Landmark coordinate records
[Start of Attachment]

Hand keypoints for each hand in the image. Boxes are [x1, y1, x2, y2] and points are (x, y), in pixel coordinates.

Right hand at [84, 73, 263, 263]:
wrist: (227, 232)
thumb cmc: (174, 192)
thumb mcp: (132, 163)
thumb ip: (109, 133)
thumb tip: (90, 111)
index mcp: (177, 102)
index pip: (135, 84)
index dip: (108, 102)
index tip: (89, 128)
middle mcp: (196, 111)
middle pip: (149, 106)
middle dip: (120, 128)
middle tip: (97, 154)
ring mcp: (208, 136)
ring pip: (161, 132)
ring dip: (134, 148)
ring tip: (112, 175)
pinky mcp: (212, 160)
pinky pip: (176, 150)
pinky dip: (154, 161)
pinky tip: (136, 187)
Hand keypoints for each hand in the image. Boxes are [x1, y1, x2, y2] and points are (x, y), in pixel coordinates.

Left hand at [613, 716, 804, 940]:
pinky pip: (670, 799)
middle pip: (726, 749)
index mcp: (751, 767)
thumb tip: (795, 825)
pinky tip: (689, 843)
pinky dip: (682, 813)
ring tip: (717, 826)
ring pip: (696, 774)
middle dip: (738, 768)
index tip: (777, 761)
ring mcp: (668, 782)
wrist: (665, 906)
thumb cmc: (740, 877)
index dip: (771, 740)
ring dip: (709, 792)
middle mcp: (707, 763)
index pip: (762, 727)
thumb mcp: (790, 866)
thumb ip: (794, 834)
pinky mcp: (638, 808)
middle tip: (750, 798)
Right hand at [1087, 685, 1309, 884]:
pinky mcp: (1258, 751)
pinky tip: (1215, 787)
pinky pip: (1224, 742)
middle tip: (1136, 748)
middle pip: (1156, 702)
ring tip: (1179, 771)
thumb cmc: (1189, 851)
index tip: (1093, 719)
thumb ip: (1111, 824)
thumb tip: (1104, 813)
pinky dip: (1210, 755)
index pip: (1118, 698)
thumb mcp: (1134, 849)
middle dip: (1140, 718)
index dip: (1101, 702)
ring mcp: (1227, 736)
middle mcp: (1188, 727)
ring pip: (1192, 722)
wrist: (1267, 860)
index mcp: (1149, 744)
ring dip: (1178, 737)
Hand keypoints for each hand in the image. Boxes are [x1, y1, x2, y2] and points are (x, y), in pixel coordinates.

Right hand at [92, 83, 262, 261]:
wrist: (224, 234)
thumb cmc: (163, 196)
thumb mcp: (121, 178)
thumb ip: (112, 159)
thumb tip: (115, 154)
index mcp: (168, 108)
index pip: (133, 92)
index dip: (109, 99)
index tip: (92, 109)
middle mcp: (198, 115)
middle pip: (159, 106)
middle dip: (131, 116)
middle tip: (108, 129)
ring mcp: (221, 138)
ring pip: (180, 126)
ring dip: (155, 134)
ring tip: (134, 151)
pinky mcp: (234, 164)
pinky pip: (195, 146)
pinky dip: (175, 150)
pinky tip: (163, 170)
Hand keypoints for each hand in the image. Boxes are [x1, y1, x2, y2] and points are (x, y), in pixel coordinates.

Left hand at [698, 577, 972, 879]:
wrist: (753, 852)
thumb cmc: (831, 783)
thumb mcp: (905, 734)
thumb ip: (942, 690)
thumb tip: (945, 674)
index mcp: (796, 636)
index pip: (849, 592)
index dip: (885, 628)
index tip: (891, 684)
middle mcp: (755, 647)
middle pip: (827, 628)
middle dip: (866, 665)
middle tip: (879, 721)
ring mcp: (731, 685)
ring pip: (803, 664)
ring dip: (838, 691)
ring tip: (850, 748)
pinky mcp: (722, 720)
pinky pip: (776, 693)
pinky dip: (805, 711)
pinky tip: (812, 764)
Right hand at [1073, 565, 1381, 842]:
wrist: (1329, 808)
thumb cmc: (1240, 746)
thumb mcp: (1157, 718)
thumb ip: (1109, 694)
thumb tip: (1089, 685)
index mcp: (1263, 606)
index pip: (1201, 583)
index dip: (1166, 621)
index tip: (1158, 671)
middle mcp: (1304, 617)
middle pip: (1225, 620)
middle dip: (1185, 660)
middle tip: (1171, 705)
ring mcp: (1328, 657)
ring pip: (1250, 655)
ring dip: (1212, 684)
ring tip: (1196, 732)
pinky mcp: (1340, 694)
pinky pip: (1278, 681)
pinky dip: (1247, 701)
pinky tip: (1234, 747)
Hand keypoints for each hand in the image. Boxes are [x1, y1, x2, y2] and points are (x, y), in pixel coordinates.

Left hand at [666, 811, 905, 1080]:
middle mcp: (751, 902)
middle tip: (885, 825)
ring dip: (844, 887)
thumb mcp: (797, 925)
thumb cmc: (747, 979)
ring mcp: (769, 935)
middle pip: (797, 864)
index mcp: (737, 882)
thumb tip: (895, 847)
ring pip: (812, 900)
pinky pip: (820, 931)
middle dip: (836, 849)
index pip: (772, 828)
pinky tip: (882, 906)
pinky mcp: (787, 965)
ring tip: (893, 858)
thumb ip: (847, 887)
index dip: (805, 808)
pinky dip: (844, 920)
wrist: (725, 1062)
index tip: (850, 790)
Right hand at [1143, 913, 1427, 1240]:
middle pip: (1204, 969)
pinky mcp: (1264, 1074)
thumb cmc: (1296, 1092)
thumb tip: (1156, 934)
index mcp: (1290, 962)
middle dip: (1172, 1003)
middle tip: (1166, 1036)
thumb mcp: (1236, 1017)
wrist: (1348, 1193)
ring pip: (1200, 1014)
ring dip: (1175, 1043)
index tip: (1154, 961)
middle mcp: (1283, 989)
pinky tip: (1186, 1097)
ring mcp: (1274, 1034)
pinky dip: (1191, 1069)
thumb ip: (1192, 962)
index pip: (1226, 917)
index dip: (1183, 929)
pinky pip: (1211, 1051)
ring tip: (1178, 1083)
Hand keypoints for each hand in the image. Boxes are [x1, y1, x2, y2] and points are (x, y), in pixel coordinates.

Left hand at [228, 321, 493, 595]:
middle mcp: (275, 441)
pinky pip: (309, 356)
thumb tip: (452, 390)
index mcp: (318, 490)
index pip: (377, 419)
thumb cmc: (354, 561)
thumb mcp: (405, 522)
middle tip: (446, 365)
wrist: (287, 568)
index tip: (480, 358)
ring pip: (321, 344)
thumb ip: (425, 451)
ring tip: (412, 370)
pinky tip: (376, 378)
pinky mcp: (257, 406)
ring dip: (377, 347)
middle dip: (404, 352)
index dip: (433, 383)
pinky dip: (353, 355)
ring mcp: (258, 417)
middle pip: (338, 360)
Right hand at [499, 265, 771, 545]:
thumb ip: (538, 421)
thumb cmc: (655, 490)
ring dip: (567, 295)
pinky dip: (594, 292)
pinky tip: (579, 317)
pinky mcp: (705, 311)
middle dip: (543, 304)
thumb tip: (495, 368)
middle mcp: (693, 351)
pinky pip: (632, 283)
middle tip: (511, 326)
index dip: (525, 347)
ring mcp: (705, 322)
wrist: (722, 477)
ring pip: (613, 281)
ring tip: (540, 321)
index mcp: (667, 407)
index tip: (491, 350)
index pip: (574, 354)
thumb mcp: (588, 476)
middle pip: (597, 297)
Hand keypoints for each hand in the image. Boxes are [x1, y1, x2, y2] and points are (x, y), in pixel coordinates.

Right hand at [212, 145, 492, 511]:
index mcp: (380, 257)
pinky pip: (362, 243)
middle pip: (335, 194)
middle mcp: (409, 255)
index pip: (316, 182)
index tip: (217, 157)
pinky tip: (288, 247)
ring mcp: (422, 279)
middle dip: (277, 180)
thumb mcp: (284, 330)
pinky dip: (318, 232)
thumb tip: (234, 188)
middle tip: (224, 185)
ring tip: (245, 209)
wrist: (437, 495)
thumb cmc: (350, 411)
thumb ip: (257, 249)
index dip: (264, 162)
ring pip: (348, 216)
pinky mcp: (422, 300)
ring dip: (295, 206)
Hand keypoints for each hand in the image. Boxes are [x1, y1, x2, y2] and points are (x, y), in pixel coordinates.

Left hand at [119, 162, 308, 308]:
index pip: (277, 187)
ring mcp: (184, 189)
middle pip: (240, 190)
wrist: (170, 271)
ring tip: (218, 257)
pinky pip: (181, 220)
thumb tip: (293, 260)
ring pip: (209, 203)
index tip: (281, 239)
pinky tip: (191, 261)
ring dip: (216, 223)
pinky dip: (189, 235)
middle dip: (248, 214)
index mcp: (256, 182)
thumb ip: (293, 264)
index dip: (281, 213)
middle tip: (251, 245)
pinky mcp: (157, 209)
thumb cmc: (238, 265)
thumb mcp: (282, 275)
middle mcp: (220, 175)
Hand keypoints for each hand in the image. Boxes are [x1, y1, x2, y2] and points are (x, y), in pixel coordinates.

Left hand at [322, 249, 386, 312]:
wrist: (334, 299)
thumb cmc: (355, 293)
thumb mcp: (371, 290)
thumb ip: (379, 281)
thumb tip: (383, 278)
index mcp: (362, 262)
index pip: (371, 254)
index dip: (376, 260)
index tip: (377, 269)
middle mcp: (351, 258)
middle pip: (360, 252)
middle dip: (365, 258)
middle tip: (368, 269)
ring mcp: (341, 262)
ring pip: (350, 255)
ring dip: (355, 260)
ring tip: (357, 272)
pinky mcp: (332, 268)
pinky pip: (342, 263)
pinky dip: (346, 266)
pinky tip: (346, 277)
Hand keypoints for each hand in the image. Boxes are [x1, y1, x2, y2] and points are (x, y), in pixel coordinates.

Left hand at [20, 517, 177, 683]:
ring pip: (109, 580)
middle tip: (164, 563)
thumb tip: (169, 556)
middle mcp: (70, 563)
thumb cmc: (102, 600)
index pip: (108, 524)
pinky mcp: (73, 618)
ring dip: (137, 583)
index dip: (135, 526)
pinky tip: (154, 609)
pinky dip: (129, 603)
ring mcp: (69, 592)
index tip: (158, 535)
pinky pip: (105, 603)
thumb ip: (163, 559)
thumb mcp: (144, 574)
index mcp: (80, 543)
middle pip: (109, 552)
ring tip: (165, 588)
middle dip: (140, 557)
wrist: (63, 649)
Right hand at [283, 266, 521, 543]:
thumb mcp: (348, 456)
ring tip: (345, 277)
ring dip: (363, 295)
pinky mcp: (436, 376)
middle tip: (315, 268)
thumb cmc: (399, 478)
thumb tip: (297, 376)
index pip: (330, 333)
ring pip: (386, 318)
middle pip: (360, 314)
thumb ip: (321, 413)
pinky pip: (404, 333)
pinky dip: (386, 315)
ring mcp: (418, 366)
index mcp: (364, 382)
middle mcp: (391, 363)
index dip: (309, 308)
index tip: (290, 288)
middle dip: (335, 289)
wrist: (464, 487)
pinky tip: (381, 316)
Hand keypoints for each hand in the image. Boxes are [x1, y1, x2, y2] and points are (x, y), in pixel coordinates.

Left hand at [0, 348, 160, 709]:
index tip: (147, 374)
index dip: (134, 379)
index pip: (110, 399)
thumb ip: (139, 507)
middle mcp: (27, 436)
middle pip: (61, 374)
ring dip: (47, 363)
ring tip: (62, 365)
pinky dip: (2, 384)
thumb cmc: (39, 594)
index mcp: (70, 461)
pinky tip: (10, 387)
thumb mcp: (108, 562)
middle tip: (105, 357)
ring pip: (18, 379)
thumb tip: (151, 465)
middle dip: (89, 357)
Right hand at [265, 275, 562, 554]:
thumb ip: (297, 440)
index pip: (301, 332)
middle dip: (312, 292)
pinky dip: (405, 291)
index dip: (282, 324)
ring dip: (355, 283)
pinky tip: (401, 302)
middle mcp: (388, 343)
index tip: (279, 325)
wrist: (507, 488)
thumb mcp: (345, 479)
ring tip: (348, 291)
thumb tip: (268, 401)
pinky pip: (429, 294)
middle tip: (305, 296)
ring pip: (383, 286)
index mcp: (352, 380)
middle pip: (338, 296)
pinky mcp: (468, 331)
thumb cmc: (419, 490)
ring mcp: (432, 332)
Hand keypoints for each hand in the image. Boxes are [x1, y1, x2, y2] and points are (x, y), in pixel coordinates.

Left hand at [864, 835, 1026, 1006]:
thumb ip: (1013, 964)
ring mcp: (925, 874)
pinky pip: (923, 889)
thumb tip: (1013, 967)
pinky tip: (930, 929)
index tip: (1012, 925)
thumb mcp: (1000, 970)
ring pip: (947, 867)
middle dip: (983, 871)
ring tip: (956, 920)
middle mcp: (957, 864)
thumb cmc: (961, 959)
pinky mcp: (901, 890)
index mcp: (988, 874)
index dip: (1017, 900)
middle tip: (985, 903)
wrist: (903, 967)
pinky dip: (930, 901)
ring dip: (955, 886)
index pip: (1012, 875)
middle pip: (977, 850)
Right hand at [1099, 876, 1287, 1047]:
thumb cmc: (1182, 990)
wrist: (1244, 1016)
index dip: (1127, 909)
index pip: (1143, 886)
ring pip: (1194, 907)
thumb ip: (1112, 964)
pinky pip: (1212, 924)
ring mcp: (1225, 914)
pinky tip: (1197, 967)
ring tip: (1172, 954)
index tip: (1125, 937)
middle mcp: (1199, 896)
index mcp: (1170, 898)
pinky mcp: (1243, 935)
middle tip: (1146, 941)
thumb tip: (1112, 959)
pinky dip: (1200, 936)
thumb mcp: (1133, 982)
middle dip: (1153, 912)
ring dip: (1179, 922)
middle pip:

[End of Attachment]

◆ **Problem statement**
Examine the records above and state the number of lines that include "Left", with no further text.

◆ **Task response**
9